I was watching the Suns play the Spurs the other day, and I couldn’t help but start to think about the “art of the flop.” (Yeah, I’m talking about you, Ginobli.) More specifically, the art of the kid flop.

It starts when they are just beginning to walk–as surely as NBA players know which refs will let them get away with a flop, kids know which parent is the most likely to run over and comfort them when they hit the ground. You can watch the same kid fall down two times in a row, and their reaction will be totally different both times: suddenly the same kid that swooned over a paper cut when their mom was there is capable of stoically walking three blocks spouting arterial blood when she’s not around.

Another similarity is that–just like with NBA flops–with “kid flops,” the more history the players have together, the worse it gets. This is especially true of the “sibling flop,” which is a very specific type of flop that only occurs between siblings with a history of battery (which, I suppose, means all of them). The sibling flop is what occurs when you are in the kitchen and hear a loud thump coming from the living room, followed by the (quickest-witted) child screaming “Ow (insert sibling name here)! Why’d ya hit me?” (It’s funny how kids who mumble into their shoes every time you ask them a question have no problem projecting their voices to the cheap seats when there is some transgression to be reported.)

Whenever I hear “why’d ya hit me, (your name here)?” I know that there are three possible scenarios:

1.Neither child was within five feet of the other one when the supposed assault took place; some clever child is just capitalizing on a random thumping sound.

2.The complaining child has launched a pre-emptive whack on the accused child, knowing that any retaliation will just be seen as further evidence of the original alleged transgression.

3.Everything happened exactly as it was reported: the first child was sitting quietly in the corner, serenely contemplating world peace, when the second child swarmed up and viciously attacked them for no good reason.

Ok, you’re right: scratch that last one.
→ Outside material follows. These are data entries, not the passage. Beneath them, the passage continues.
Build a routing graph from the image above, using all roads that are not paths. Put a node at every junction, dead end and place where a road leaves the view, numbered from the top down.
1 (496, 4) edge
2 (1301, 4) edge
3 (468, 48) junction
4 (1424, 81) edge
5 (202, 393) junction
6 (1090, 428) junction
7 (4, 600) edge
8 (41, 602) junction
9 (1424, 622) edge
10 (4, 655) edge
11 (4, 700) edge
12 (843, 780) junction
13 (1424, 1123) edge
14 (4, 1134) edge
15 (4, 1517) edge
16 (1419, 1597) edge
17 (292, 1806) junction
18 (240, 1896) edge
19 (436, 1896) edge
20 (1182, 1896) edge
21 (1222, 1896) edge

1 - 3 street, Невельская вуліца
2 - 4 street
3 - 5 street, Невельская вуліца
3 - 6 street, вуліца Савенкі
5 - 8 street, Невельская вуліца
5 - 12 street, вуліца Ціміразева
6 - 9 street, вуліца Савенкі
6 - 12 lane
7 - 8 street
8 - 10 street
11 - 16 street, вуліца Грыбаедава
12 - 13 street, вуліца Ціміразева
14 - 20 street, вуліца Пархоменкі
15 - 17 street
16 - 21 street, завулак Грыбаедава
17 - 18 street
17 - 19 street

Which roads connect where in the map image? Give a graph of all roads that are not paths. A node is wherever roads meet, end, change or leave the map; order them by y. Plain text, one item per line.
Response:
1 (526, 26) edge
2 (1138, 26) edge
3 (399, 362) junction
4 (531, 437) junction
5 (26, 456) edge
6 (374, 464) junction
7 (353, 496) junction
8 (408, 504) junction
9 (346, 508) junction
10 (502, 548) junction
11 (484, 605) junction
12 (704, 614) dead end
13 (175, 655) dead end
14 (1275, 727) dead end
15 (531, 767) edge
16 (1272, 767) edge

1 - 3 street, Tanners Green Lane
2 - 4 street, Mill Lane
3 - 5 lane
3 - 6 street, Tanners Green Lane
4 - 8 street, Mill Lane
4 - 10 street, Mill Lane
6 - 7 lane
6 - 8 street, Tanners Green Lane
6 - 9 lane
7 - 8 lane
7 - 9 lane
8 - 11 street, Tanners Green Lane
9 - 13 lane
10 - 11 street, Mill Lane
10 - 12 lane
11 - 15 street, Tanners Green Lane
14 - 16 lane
There are actually only two possible scenarios–both of which involve flopping.

Of course, the important thing to remember with “kid flopping” is that, unlike the NBA, there is no such thing as “home court advantage”; whereas during a basketball game the crowd will always be on the side of the home team when it comes to flopping (as far as I’m concerned, Steve Nash has taken nothing but charges ever since he left Dallas), when it comes to children the assumption is the exact opposite: parents always assume that the visiting team (child) was the victim of their own child’s aggression. It’s one of those “the devil you know” type situations.

Is this fair? No, but then again, neither is my having to assume the de facto role of “peacekeeper” between all people under five feet tall in my house.

There’s talk in the NBA about possibly instituting a rule against blatant flopping. While part of me thinks that this would be a great idea (yeah, I’m talking about you again, Ginobli), another part of me recognizes that, until referees are given the same sweeping, all-encompassing powers that mothers have (a mother’s power to accuse, convict, and sentence makes the military tribunals at Guantanamo look like The People’s Court), this will just open up the system to even more accusations of abuse.

Especially when the refs starts defending their calls with a very Mom-like “because I said so.” Oh wait–they already do that.